▶ **TASK STATEMENT**
Since pictures are not wanted in the copy, output only the rest of each record exactly.

-*-*-

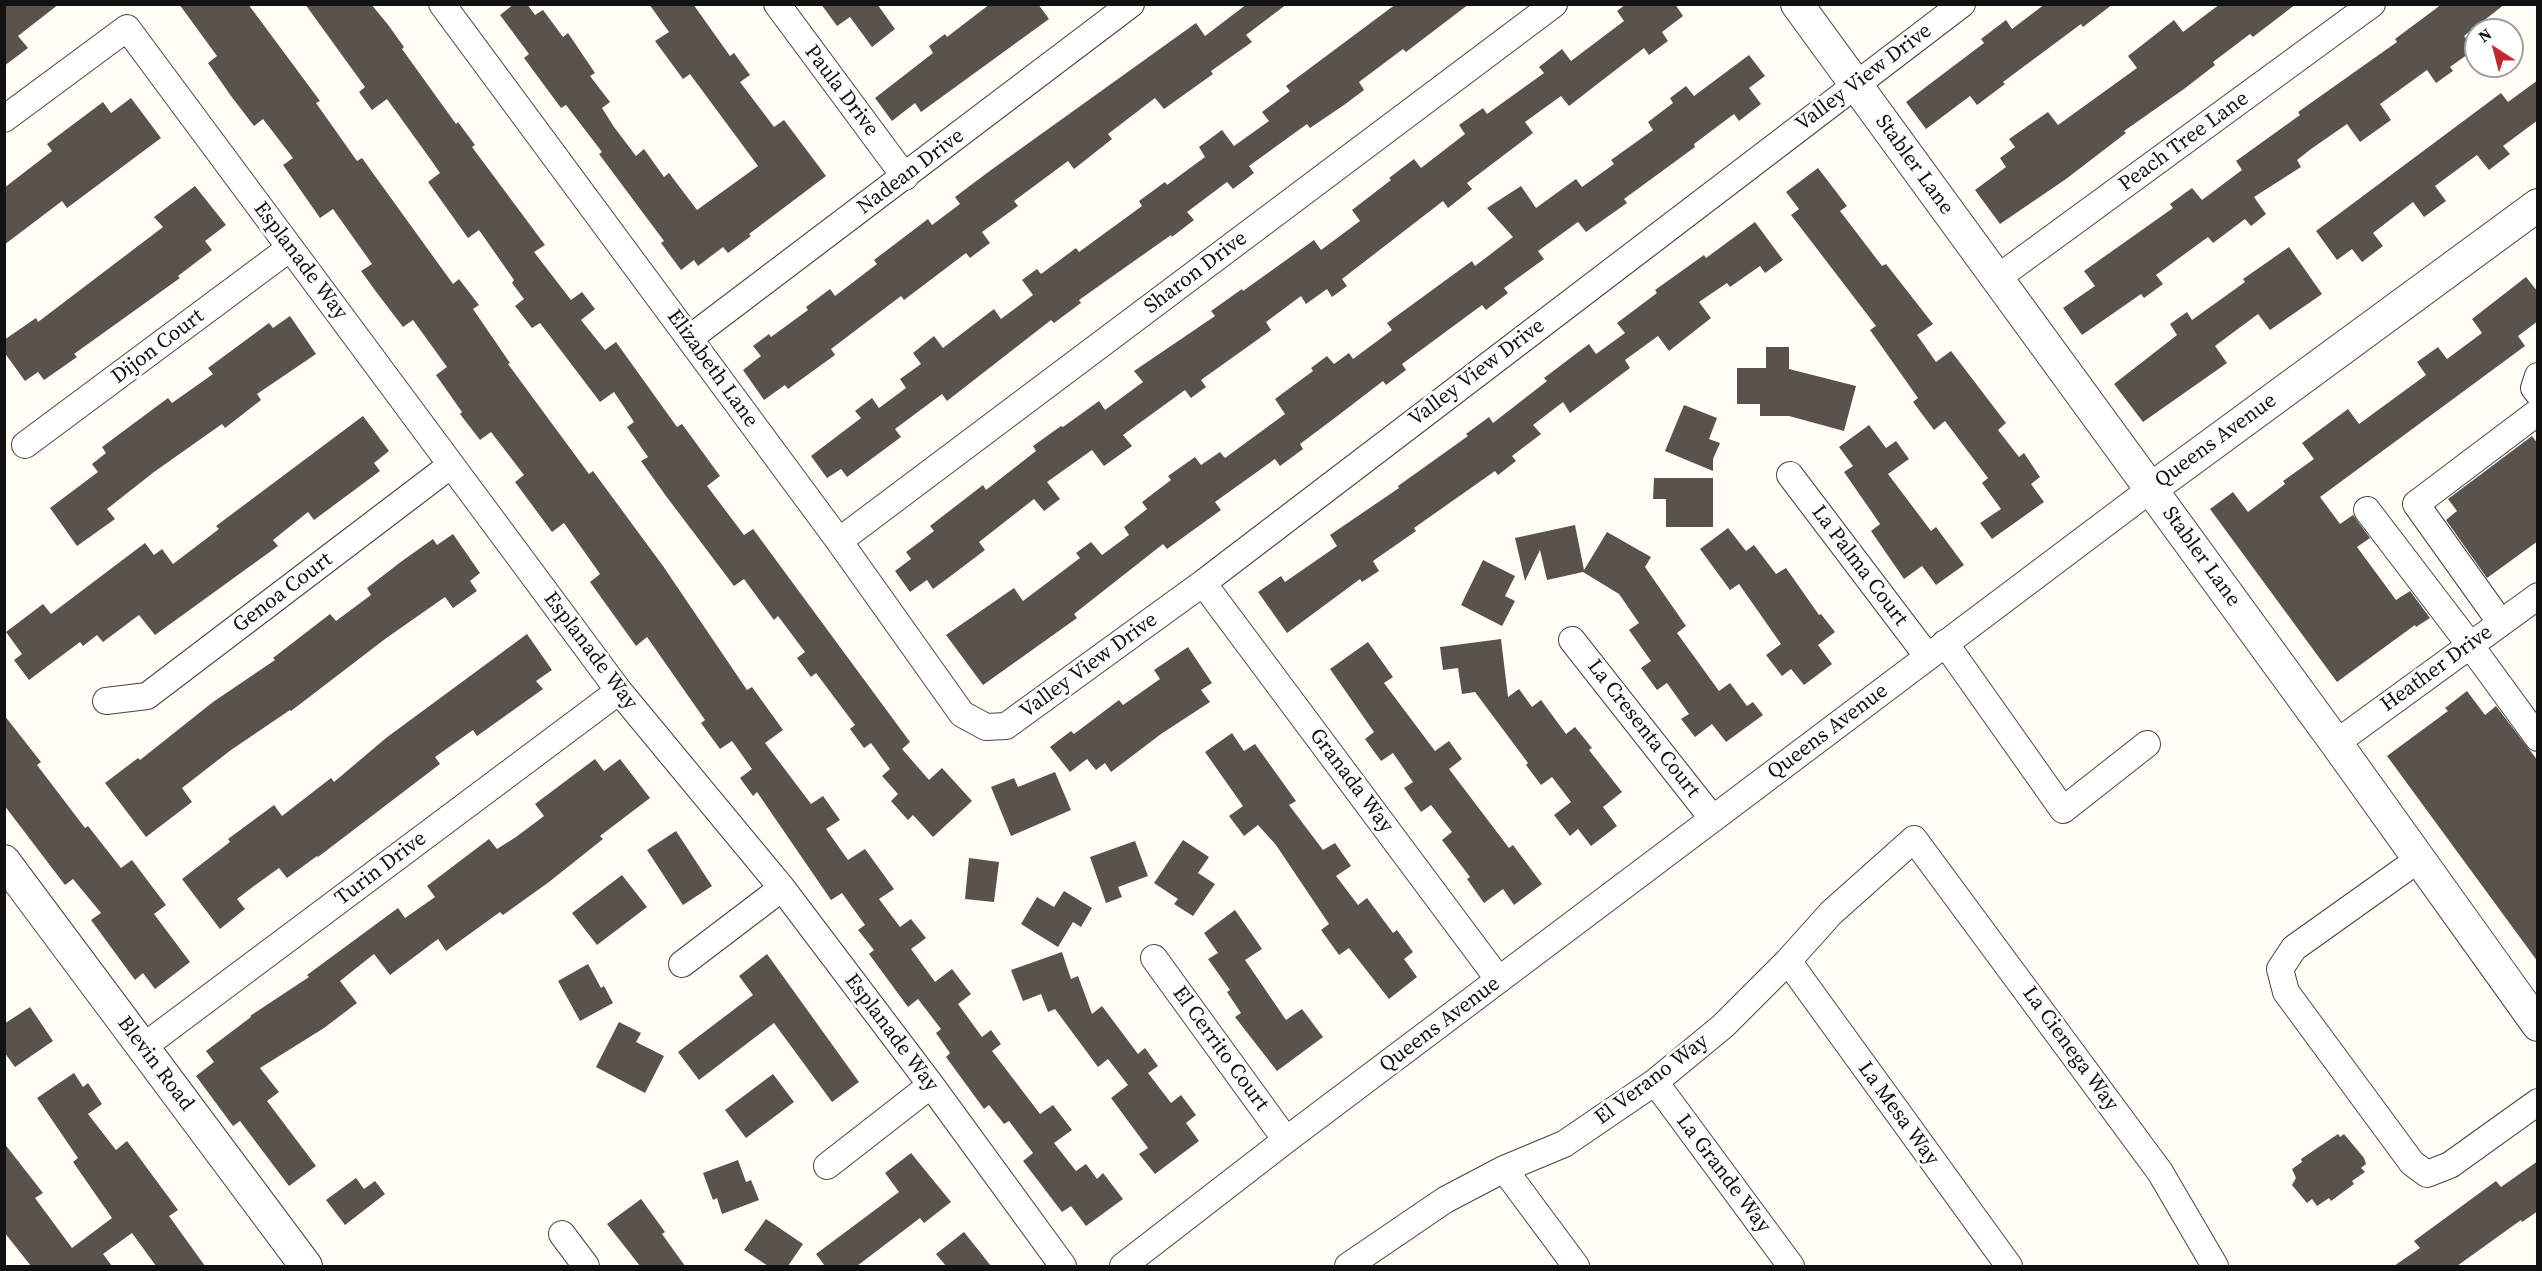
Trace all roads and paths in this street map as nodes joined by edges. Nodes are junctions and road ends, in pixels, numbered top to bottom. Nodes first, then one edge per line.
1 (442, 4) edge
2 (777, 4) edge
3 (1554, 4) edge
4 (1797, 4) edge
5 (1962, 4) edge
6 (2372, 4) edge
7 (1118, 8) edge
8 (1855, 84) junction
9 (4, 118) edge
10 (905, 177) junction
11 (2538, 204) edge
12 (290, 248) junction
13 (1996, 279) junction
14 (690, 338) junction
15 (2538, 376) edge
16 (2538, 393) edge
17 (2538, 412) edge
18 (25, 446) dead end
19 (451, 465) junction
20 (1790, 475) dead end
21 (2151, 489) junction
22 (2367, 510) dead end
23 (839, 541) junction
24 (1203, 583) junction
25 (2538, 596) edge
26 (2501, 623) junction
27 (1572, 640) dead end
28 (2470, 645) junction
29 (1937, 650) junction
30 (619, 692) junction
31 (106, 701) dead end
32 (986, 727) joint
33 (2538, 738) edge
34 (2336, 743) junction
35 (2147, 744) dead end
36 (1713, 819) junction
37 (1914, 839) joint
38 (2419, 859) junction
39 (4, 861) edge
40 (782, 888) junction
41 (1154, 958) dead end
42 (1788, 961) junction
43 (682, 964) dead end
44 (1499, 980) junction
45 (2538, 1025) edge
46 (143, 1047) junction
47 (1655, 1082) junction
48 (931, 1085) junction
49 (2538, 1102) edge
50 (1286, 1140) junction
51 (827, 1166) dead end
52 (1504, 1169) junction
53 (562, 1234) dead end
54 (1354, 1265) edge
55 (306, 1266) edge
56 (586, 1266) edge
57 (1063, 1266) edge
58 (1123, 1266) edge
59 (1576, 1266) edge
60 (1791, 1266) edge
61 (2009, 1266) edge
62 (2215, 1266) edge

1 - 14 street, Elizabeth Lane
2 - 10 street, Paula Drive
3 - 23 street, Sharon Drive
4 - 8 street, Stabler Lane
5 - 8 street, Valley View Drive
6 - 13 street, Peach Tree Lane
7 - 10 street, Nadean Drive
8 - 13 street, Stabler Lane
8 - 24 street, Valley View Drive
9 - 12 street, Esplanade Way
10 - 14 street, Nadean Drive
11 - 21 street, Queens Avenue
12 - 18 street, Dijon Court
12 - 19 street, Esplanade Way
13 - 21 street, Stabler Lane
14 - 23 street, Elizabeth Lane
15 - 16 street
17 - 26 street
19 - 30 street, Esplanade Way
19 - 31 street, Genoa Court
20 - 29 street, La Palma Court
21 - 29 street, Queens Avenue
21 - 34 street, Stabler Lane
22 - 28 street
23 - 32 street, Elizabeth Lane
24 - 32 street, Valley View Drive
24 - 44 street, Granada Way
25 - 26 street, Heather Drive
26 - 28 street, Heather Drive
27 - 36 street, La Cresenta Court
28 - 33 street
28 - 34 street, Heather Drive
29 - 35 street, La Palma Court
29 - 36 street, Queens Avenue
30 - 40 street, Esplanade Way
30 - 46 street, Turin Drive
34 - 38 street, Stabler Lane
36 - 44 street, Queens Avenue
37 - 42 street, El Verano Way
37 - 62 street, La Cienega Way
38 - 45 street, Stabler Lane
38 - 49 street
39 - 46 street, Blevin Road
40 - 43 street
40 - 48 street, Esplanade Way
41 - 50 street, El Cerrito Court
42 - 47 street, El Verano Way
42 - 61 street, La Mesa Way
44 - 50 street, Queens Avenue
46 - 55 street, Blevin Road
47 - 52 street, El Verano Way
47 - 60 street, La Grande Way
48 - 51 street
48 - 57 street, Esplanade Way
50 - 58 street, Queens Avenue
52 - 54 street, El Verano Way
52 - 59 street
53 - 56 street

-*-*-

▶ **THE COMPLETED TASK**
Trace all roads and paths in this street map as nodes joined by edges. Nodes are junctions and road ends, in pixels, numbered top to bottom. Nodes first, then one edge per line.
1 (442, 4) edge
2 (777, 4) edge
3 (1554, 4) edge
4 (1797, 4) edge
5 (1962, 4) edge
6 (2372, 4) edge
7 (1118, 8) edge
8 (1855, 84) junction
9 (4, 118) edge
10 (905, 177) junction
11 (2538, 204) edge
12 (290, 248) junction
13 (1996, 279) junction
14 (690, 338) junction
15 (2538, 376) edge
16 (2538, 393) edge
17 (2538, 412) edge
18 (25, 446) dead end
19 (451, 465) junction
20 (1790, 475) dead end
21 (2151, 489) junction
22 (2367, 510) dead end
23 (839, 541) junction
24 (1203, 583) junction
25 (2538, 596) edge
26 (2501, 623) junction
27 (1572, 640) dead end
28 (2470, 645) junction
29 (1937, 650) junction
30 (619, 692) junction
31 (106, 701) dead end
32 (986, 727) joint
33 (2538, 738) edge
34 (2336, 743) junction
35 (2147, 744) dead end
36 (1713, 819) junction
37 (1914, 839) joint
38 (2419, 859) junction
39 (4, 861) edge
40 (782, 888) junction
41 (1154, 958) dead end
42 (1788, 961) junction
43 (682, 964) dead end
44 (1499, 980) junction
45 (2538, 1025) edge
46 (143, 1047) junction
47 (1655, 1082) junction
48 (931, 1085) junction
49 (2538, 1102) edge
50 (1286, 1140) junction
51 (827, 1166) dead end
52 (1504, 1169) junction
53 (562, 1234) dead end
54 (1354, 1265) edge
55 (306, 1266) edge
56 (586, 1266) edge
57 (1063, 1266) edge
58 (1123, 1266) edge
59 (1576, 1266) edge
60 (1791, 1266) edge
61 (2009, 1266) edge
62 (2215, 1266) edge

1 - 14 street, Elizabeth Lane
2 - 10 street, Paula Drive
3 - 23 street, Sharon Drive
4 - 8 street, Stabler Lane
5 - 8 street, Valley View Drive
6 - 13 street, Peach Tree Lane
7 - 10 street, Nadean Drive
8 - 13 street, Stabler Lane
8 - 24 street, Valley View Drive
9 - 12 street, Esplanade Way
10 - 14 street, Nadean Drive
11 - 21 street, Queens Avenue
12 - 18 street, Dijon Court
12 - 19 street, Esplanade Way
13 - 21 street, Stabler Lane
14 - 23 street, Elizabeth Lane
15 - 16 street
17 - 26 street
19 - 30 street, Esplanade Way
19 - 31 street, Genoa Court
20 - 29 street, La Palma Court
21 - 29 street, Queens Avenue
21 - 34 street, Stabler Lane
22 - 28 street
23 - 32 street, Elizabeth Lane
24 - 32 street, Valley View Drive
24 - 44 street, Granada Way
25 - 26 street, Heather Drive
26 - 28 street, Heather Drive
27 - 36 street, La Cresenta Court
28 - 33 street
28 - 34 street, Heather Drive
29 - 35 street, La Palma Court
29 - 36 street, Queens Avenue
30 - 40 street, Esplanade Way
30 - 46 street, Turin Drive
34 - 38 street, Stabler Lane
36 - 44 street, Queens Avenue
37 - 42 street, El Verano Way
37 - 62 street, La Cienega Way
38 - 45 street, Stabler Lane
38 - 49 street
39 - 46 street, Blevin Road
40 - 43 street
40 - 48 street, Esplanade Way
41 - 50 street, El Cerrito Court
42 - 47 street, El Verano Way
42 - 61 street, La Mesa Way
44 - 50 street, Queens Avenue
46 - 55 street, Blevin Road
47 - 52 street, El Verano Way
47 - 60 street, La Grande Way
48 - 51 street
48 - 57 street, Esplanade Way
50 - 58 street, Queens Avenue
52 - 54 street, El Verano Way
52 - 59 street
53 - 56 street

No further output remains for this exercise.